> **WORK REQUEST**
From the line containing "Left hand at" down to the final entry below, restate each line word for word.

> **EXERCISE MATERIAL**
________________________

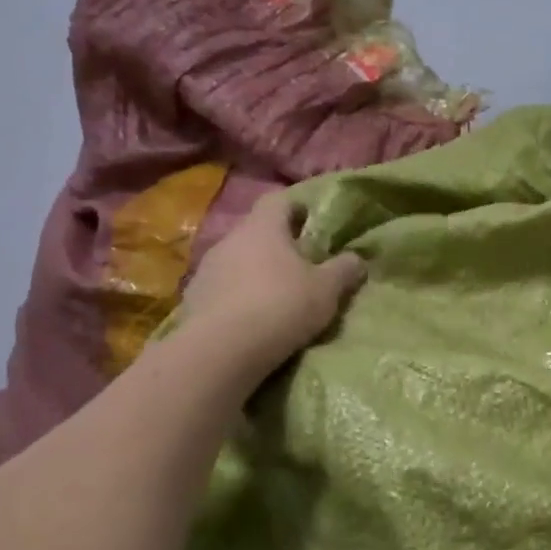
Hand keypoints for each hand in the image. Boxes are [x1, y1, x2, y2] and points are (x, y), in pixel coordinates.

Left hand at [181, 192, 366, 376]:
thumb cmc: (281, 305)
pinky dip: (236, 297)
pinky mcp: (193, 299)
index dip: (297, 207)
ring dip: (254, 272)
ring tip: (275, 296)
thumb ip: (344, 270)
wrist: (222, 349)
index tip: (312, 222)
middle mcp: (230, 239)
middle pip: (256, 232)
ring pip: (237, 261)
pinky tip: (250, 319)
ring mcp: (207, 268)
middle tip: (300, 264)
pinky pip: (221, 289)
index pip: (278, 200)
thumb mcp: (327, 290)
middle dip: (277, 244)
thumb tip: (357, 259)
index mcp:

________________________

> **ANSWER BOX**
Left hand at [181, 192, 366, 376]:
thumb cmc: (281, 305)
pinky dip: (236, 297)
pinky mcp: (193, 299)
index dip: (297, 207)
ring dip: (254, 272)
ring tip: (275, 296)
thumb ip: (344, 270)
wrist: (222, 349)
index tip: (312, 222)
middle mcp: (230, 239)
middle pip: (256, 232)
ring pip: (237, 261)
pinky tip: (250, 319)
ring mcp: (207, 268)
middle tip: (300, 264)
pinky pip: (221, 289)
index pip: (278, 200)
thumb mcp: (327, 290)
middle dip: (277, 244)
thumb tip: (357, 259)
index mcp:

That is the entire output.